Au-delà des propositions qu'il contient, beaucoup d'autres sujets auraient pu être abordés. Ainsi, certains des amendements déposés visaient à instaurer la proportionnelle, ou encore le vote à 16 ans. On pourrait parler aussi des référendums. Il fallait bien ouvrir le débat d'une manière ou d'une autre : nous avons donc choisi de travailler sur le vote blanc, sur le devoir de participer aux scrutins – sujet attendu – et sur l'inscription sur les listes électorales, question qui peut apparaître technique mais qui a des incidences directes sur la participation.

Nous partons d'un constat simple, que tout le monde peut partager : scrutin après scrutin, la participation diminue.

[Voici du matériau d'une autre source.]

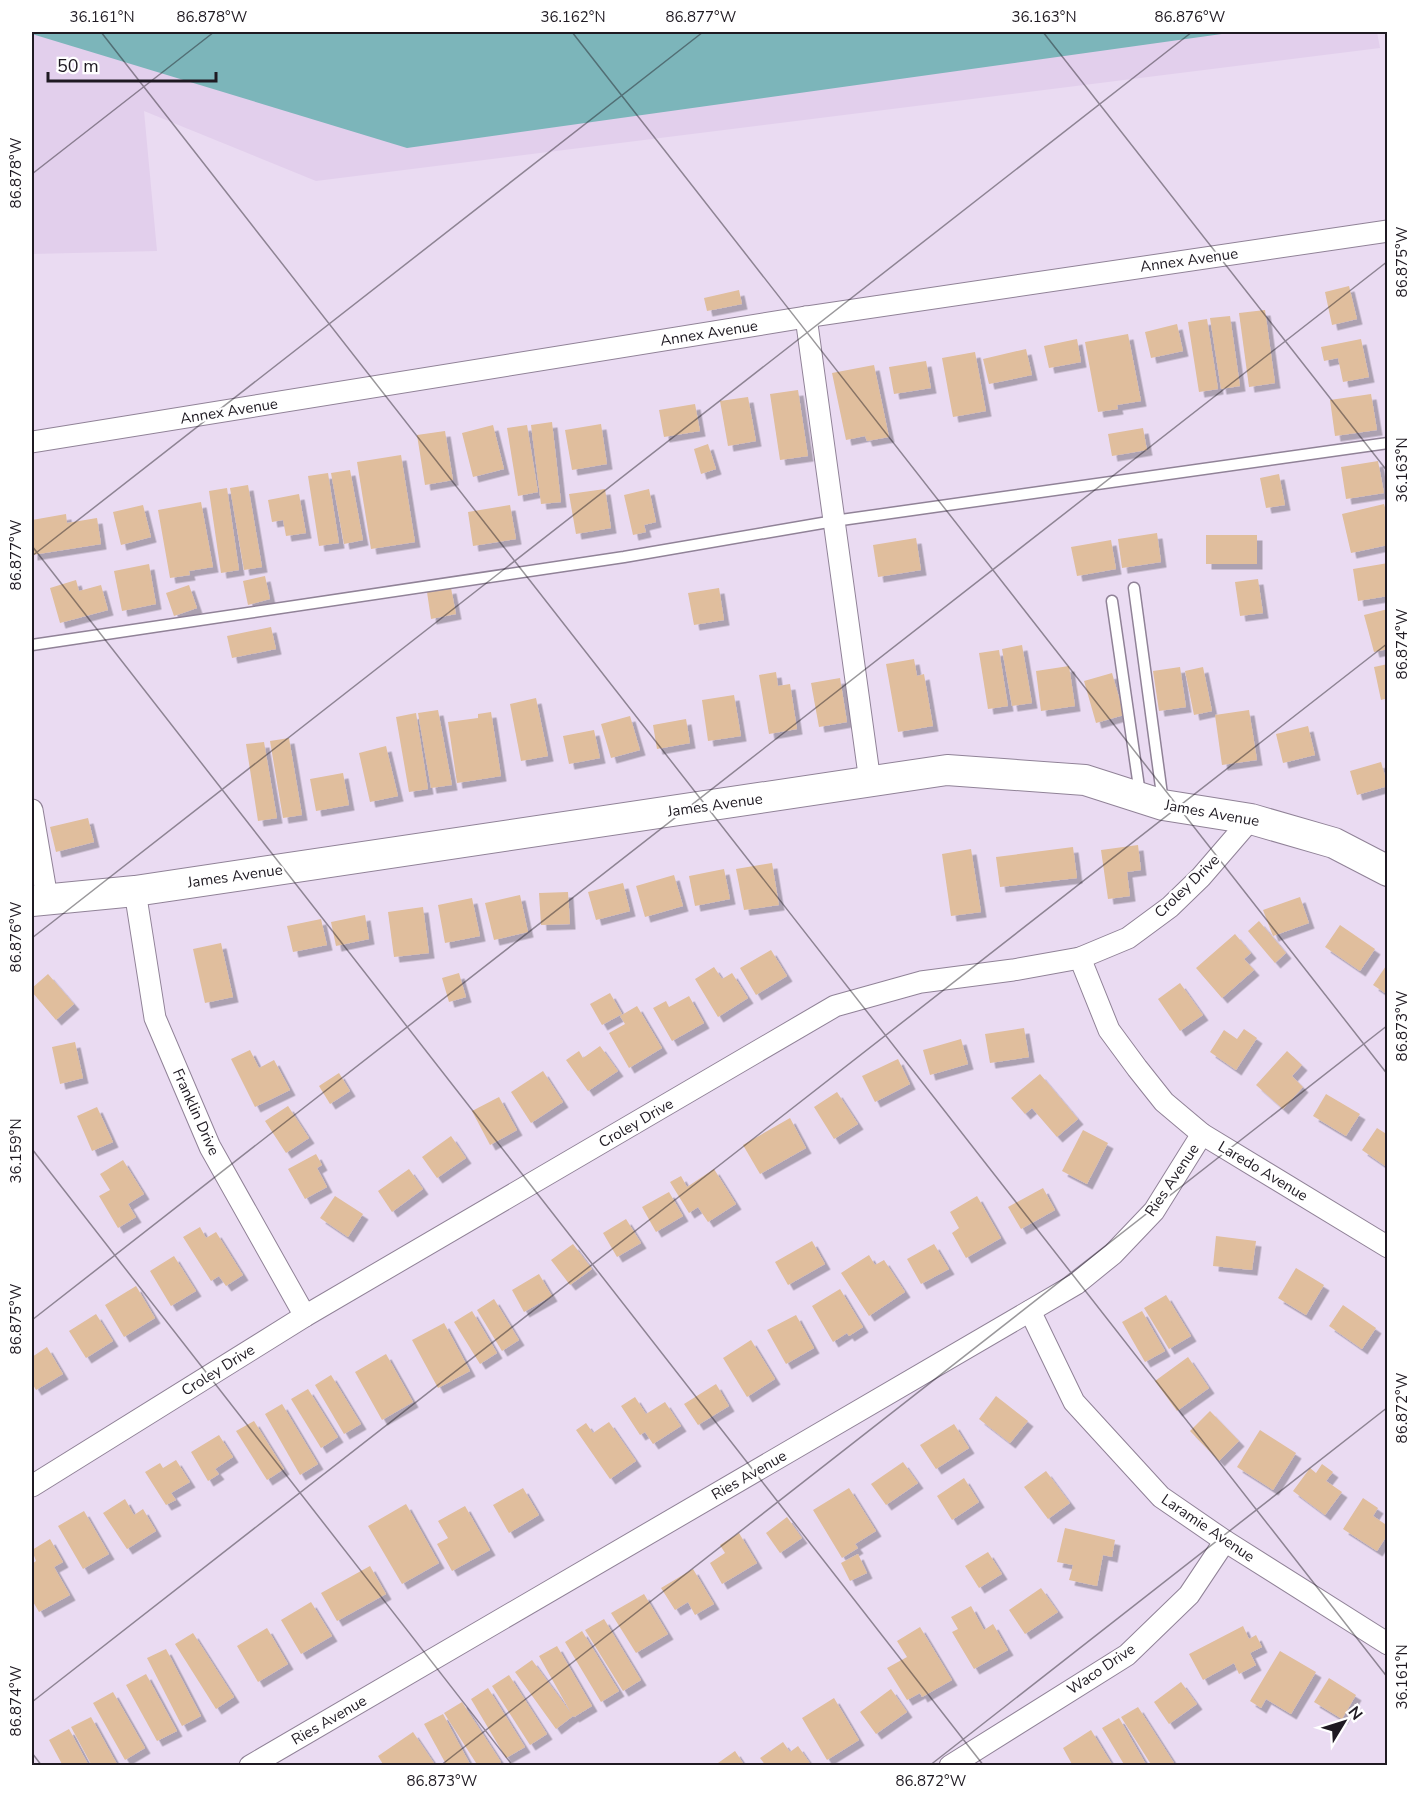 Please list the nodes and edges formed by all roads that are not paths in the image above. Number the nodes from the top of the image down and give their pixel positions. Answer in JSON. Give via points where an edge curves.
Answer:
{"nodes":[{"id":1,"x":1388,"y":231,"type":"edge"},
{"id":2,"x":806,"y":317,"type":"junction"},
{"id":3,"x":32,"y":442,"type":"edge"},
{"id":4,"x":1388,"y":443,"type":"edge"},
{"id":5,"x":834,"y":520,"type":"junction"},
{"id":6,"x":1134,"y":588,"type":"dead end"},
{"id":7,"x":1112,"y":601,"type":"dead end"},
{"id":8,"x":32,"y":645,"type":"edge"},
{"id":9,"x":870,"y":782,"type":"junction"},
{"id":10,"x":1152,"y":801,"type":"junction"},
{"id":11,"x":32,"y":810,"type":"edge"},
{"id":12,"x":1251,"y":819,"type":"junction"},
{"id":13,"x":1388,"y":871,"type":"edge"},
{"id":14,"x":135,"y":891,"type":"junction"},
{"id":15,"x":39,"y":899,"type":"edge"},
{"id":16,"x":1080,"y":958,"type":"junction"},
{"id":17,"x":1202,"y":1134,"type":"junction"},
{"id":18,"x":1388,"y":1246,"type":"edge"},
{"id":19,"x":1029,"y":1311,"type":"junction"},
{"id":20,"x":305,"y":1316,"type":"junction"},
{"id":21,"x":32,"y":1486,"type":"edge"},
{"id":22,"x":1225,"y":1541,"type":"junction"},
{"id":23,"x":1388,"y":1644,"type":"edge"},
{"id":24,"x":250,"y":1766,"type":"edge"},
{"id":25,"x":950,"y":1766,"type":"edge"}],
"edges":[{"from":1,"to":2,"type":"street","name":"Annex Avenue"},
{"from":2,"to":3,"type":"street","name":"Annex Avenue"},
{"from":2,"to":5,"type":"street"},
{"from":4,"to":5,"type":"lane"},
{"from":5,"to":8,"type":"lane","via":[[624,557]]},
{"from":5,"to":9,"type":"street"},
{"from":6,"to":10,"type":"lane"},
{"from":7,"to":10,"type":"lane"},
{"from":9,"to":10,"type":"street","name":"James Avenue","via":[[947,770],[1085,780]]},
{"from":9,"to":14,"type":"street","name":"James Avenue"},
{"from":10,"to":12,"type":"street","name":"James Avenue"},
{"from":11,"to":15,"type":"street"},
{"from":12,"to":13,"type":"street","name":"James Avenue","via":[[1334,843]]},
{"from":12,"to":16,"type":"street","name":"Croley Drive","via":[[1170,907],[1128,938]]},
{"from":14,"to":15,"type":"street","name":"James Avenue"},
{"from":14,"to":20,"type":"street","name":"Franklin Drive","via":[[155,1018],[210,1147]]},
{"from":16,"to":17,"type":"street","name":"Laredo Avenue","via":[[1109,1030],[1164,1102]]},
{"from":16,"to":20,"type":"street","name":"Croley Drive","via":[[921,982],[835,1006]]},
{"from":17,"to":18,"type":"street","name":"Laredo Avenue"},
{"from":17,"to":19,"type":"street","name":"Ries Avenue","via":[[1154,1211],[1113,1254],[1076,1284]]},
{"from":19,"to":22,"type":"street","name":"Laramie Avenue","via":[[1074,1402],[1161,1497]]},
{"from":19,"to":24,"type":"street","name":"Ries Avenue"},
{"from":20,"to":21,"type":"street","name":"Croley Drive"},
{"from":22,"to":23,"type":"street","name":"Laramie Avenue"},
{"from":22,"to":25,"type":"street","name":"Waco Drive","via":[[1189,1595],[1127,1655]]}]}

Pour n'être désagréable avec personne d'autre que nous, je me référerai aux dernières élections législatives : la participation, lors du second tour, y était de 46 %, ce qui interroge quant à notre capacité à nous faire les porte-parole de tous nos électeurs. Mécaniquement, l'abstention est en augmentation constante, signe d'une défiance vis-à-vis des institutions et des élus. Je ne crois pas que certains élus sont plus disqualifiés que d'autres : toute la classe politique est concernée. Le Président de la République, dont il est souvent question ici, a reconnu « la forte abstention qui nous oblige tous à redonner davantage de sens à nos actions collectives, de lisibilité aux grands rendez-vous démocratiques ». Certains pourraient considérer la formule comme floue ; pour ma part, je considère qu'elle traduit clairement une volonté d'interroger nos institutions et notre fonctionnement démocratique.

Cette réflexion se construit dans un contexte particulier, marqué par des tensions sociales et politiques – certains parlent de « crise démocratique », expression qui, j'en suis sûr, reviendra au cours des débats. Nous faisons quelques propositions, tout en étant conscients que le sujet est plus large. Certains seront tentés de nous renvoyer à la grande concertation à venir sur les institutions, mais nous craignons que celle-ci apporte des réponses trop tardivement, alors qu'il est possible d'envoyer très rapidement certains signaux.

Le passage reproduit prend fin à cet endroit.